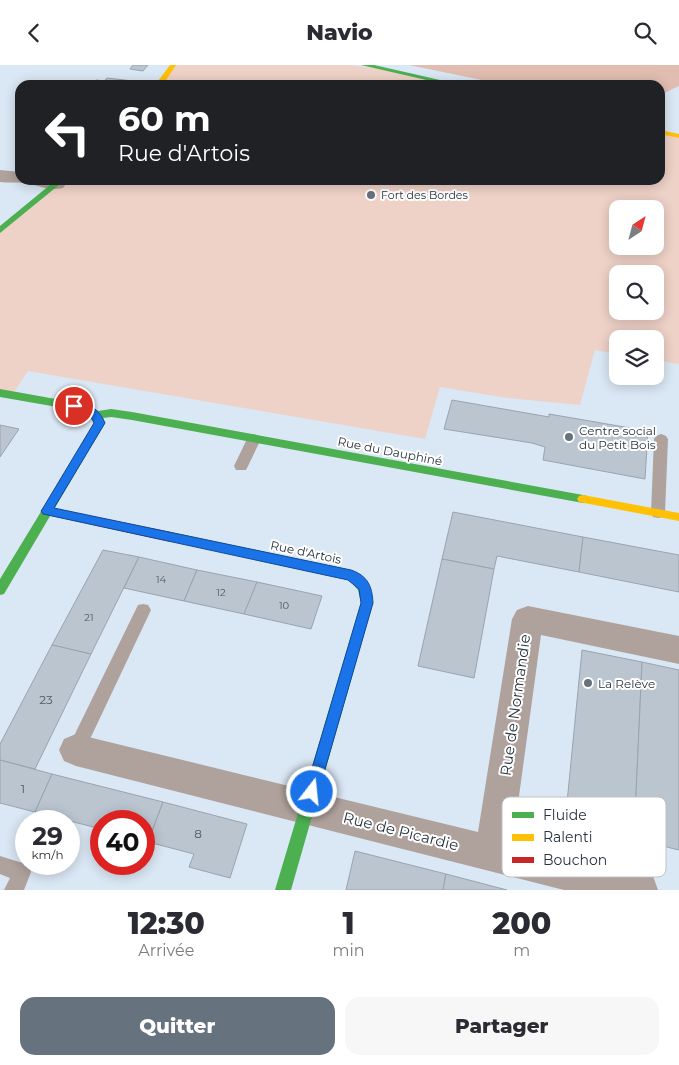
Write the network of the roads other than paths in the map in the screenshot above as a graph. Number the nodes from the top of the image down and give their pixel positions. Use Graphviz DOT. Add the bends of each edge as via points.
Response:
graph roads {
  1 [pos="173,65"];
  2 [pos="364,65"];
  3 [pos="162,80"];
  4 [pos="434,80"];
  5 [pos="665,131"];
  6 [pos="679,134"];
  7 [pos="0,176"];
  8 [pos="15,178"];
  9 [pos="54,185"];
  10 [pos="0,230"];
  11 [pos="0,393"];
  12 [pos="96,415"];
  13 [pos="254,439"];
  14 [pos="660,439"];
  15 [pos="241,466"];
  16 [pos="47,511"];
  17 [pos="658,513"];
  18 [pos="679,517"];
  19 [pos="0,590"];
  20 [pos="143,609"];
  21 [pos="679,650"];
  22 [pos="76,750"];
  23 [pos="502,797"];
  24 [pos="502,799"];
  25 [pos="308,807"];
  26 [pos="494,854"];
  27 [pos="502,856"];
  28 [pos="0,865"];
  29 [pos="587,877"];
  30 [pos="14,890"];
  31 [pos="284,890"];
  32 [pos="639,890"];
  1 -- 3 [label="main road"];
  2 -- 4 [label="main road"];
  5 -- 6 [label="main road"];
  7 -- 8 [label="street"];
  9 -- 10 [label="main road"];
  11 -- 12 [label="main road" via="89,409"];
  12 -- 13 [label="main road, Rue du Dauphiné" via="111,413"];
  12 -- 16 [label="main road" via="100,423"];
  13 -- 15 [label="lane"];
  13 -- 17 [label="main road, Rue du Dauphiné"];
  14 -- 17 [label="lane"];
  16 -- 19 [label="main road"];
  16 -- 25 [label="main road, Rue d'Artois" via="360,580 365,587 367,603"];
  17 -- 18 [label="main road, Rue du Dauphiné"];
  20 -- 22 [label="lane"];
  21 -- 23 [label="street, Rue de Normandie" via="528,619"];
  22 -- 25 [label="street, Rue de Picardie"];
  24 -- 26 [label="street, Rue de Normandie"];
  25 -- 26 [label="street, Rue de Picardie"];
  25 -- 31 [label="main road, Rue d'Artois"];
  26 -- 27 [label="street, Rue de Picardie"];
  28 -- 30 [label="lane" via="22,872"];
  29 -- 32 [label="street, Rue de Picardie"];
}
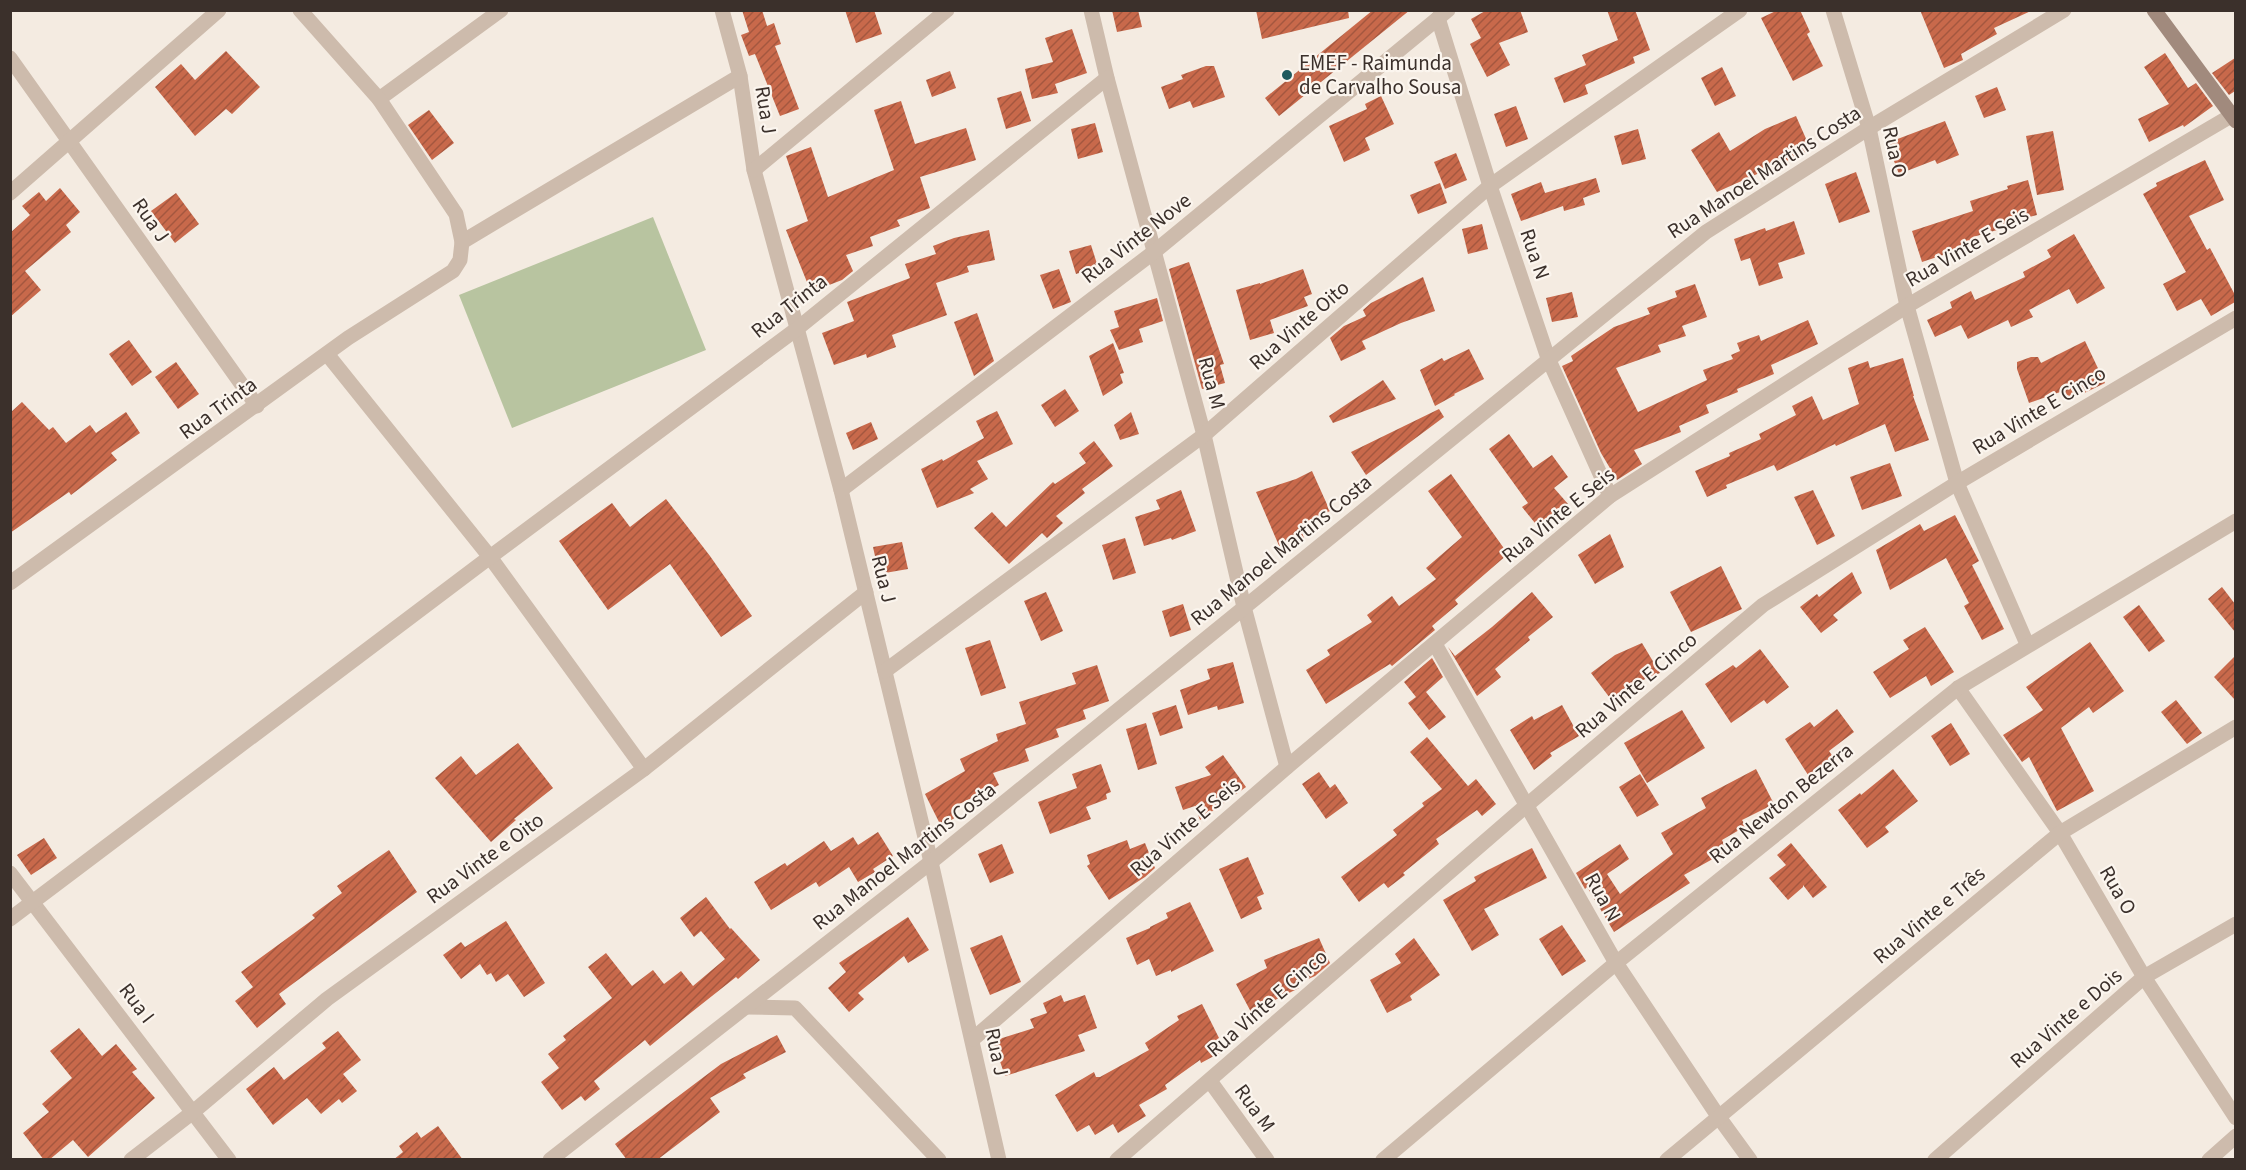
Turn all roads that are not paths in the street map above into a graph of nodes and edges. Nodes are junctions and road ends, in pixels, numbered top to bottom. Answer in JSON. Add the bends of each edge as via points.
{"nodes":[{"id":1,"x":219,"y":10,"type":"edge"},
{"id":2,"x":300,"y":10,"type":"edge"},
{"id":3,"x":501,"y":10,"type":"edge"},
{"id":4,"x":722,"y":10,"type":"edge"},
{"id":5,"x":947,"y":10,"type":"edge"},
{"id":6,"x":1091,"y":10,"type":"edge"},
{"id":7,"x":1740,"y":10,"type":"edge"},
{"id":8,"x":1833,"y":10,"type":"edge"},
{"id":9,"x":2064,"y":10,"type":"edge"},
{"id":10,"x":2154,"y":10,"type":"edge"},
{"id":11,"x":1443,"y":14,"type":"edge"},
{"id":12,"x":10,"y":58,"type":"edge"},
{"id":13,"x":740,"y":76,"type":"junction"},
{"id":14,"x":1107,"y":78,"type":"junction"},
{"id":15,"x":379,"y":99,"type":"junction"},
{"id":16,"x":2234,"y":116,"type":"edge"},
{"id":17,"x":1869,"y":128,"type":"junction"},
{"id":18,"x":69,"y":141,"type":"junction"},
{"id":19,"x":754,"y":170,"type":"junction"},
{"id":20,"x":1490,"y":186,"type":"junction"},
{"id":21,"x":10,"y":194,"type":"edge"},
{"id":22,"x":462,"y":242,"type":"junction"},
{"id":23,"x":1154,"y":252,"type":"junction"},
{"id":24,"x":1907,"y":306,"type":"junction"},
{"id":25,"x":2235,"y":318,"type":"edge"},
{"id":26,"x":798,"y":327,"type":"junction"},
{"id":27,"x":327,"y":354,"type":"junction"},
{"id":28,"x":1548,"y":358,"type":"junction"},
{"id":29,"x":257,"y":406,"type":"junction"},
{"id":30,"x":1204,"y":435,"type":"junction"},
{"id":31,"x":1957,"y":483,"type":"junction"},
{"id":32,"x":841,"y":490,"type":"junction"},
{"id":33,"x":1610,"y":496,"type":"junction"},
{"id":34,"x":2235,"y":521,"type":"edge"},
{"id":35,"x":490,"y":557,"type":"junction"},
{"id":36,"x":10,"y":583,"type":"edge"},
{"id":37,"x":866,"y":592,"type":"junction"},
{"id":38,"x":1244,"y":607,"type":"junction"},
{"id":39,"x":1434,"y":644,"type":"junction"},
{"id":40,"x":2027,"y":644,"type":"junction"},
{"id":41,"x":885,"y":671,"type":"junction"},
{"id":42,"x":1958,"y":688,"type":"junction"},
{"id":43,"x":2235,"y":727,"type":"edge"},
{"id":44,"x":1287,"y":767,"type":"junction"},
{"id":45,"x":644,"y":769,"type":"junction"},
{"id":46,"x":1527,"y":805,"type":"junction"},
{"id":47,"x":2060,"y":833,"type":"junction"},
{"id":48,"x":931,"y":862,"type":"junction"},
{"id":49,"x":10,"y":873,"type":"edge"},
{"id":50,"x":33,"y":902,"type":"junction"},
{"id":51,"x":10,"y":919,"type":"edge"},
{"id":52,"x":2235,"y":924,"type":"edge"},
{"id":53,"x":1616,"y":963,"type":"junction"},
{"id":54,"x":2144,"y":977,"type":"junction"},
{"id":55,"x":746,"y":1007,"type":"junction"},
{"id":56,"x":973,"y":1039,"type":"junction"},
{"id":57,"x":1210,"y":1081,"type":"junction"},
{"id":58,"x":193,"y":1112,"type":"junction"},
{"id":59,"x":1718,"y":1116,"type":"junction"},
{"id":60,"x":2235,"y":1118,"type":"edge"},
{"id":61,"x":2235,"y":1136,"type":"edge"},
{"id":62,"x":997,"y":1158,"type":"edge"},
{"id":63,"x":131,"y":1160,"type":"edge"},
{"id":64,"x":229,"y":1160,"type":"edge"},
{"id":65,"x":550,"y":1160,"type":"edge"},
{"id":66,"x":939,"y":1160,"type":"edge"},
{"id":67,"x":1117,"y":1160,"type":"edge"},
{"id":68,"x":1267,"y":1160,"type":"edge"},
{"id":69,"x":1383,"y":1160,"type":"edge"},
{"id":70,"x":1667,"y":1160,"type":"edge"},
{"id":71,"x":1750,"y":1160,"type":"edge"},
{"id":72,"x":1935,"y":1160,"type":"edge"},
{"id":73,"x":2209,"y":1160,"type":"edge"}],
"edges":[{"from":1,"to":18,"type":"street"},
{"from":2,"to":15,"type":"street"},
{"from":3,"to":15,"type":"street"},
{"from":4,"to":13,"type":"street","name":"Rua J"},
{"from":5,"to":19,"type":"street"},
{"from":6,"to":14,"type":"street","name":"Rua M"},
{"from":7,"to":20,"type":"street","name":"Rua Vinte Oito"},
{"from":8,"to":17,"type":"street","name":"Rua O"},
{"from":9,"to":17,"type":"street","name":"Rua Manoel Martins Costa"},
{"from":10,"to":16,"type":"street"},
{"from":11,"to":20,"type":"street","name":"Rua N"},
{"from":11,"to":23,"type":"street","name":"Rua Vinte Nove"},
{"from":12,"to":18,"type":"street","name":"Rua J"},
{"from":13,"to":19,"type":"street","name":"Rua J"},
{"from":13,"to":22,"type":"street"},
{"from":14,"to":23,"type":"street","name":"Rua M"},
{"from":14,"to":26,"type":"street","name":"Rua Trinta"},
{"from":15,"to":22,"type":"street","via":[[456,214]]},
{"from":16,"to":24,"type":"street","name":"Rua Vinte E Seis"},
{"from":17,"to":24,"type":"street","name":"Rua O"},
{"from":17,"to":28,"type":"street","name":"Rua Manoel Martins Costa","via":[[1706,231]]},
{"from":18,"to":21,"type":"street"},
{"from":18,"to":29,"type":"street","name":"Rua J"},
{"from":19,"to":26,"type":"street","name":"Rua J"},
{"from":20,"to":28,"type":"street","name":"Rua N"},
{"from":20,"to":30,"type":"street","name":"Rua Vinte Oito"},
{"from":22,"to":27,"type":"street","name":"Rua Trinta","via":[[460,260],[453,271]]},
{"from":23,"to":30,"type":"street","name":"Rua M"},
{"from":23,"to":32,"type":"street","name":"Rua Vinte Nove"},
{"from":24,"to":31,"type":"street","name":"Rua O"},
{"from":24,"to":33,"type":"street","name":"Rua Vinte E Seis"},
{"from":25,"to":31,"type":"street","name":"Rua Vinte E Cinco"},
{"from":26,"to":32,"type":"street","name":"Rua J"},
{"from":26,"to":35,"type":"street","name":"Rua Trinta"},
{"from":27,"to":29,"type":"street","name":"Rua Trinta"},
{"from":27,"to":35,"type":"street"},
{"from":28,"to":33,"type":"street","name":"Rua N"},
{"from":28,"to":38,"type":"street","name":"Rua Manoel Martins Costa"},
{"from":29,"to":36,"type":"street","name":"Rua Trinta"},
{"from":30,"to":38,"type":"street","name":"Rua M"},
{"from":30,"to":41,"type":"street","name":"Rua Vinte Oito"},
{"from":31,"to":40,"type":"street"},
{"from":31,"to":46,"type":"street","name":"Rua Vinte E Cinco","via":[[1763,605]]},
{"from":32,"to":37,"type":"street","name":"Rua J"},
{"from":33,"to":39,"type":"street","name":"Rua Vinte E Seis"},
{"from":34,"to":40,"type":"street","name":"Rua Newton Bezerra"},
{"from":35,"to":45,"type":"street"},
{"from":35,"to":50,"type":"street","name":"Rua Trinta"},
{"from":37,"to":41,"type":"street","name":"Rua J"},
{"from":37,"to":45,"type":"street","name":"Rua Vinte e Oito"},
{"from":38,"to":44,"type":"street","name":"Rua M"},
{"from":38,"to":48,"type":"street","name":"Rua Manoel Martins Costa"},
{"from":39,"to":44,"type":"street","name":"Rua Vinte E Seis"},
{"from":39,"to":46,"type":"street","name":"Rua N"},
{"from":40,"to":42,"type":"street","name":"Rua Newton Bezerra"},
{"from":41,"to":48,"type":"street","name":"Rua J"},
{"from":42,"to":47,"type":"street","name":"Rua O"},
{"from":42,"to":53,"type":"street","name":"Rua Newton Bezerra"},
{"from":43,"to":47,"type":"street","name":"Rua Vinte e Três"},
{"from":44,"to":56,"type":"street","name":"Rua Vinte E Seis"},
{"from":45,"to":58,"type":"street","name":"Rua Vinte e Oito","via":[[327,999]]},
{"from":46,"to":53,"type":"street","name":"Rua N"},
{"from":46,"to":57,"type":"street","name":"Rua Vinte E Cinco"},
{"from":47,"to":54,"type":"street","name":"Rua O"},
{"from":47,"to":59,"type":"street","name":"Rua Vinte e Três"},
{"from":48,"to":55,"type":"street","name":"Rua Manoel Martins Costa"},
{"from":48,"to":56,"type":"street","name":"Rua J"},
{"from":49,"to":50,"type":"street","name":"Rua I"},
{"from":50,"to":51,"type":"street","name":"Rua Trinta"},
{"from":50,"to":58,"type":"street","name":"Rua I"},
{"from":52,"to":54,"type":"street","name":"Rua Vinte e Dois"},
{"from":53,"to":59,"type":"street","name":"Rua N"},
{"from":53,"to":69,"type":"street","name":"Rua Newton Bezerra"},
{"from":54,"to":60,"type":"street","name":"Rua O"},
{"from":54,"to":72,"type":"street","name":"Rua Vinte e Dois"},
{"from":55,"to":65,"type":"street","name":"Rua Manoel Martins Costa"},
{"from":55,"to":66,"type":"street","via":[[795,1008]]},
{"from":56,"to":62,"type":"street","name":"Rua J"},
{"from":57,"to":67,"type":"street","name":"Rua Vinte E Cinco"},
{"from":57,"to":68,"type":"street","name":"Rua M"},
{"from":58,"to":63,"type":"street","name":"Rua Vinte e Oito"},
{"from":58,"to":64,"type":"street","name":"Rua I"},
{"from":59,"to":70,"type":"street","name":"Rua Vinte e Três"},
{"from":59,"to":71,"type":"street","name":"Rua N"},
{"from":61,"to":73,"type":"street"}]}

WORK TASK:
Lines with the word "Dois" in them should be copied from the preceding records.

ANSWER TO THIS PROBLEM:
{"from":52,"to":54,"type":"street","name":"Rua Vinte e Dois"},
{"from":54,"to":72,"type":"street","name":"Rua Vinte e Dois"},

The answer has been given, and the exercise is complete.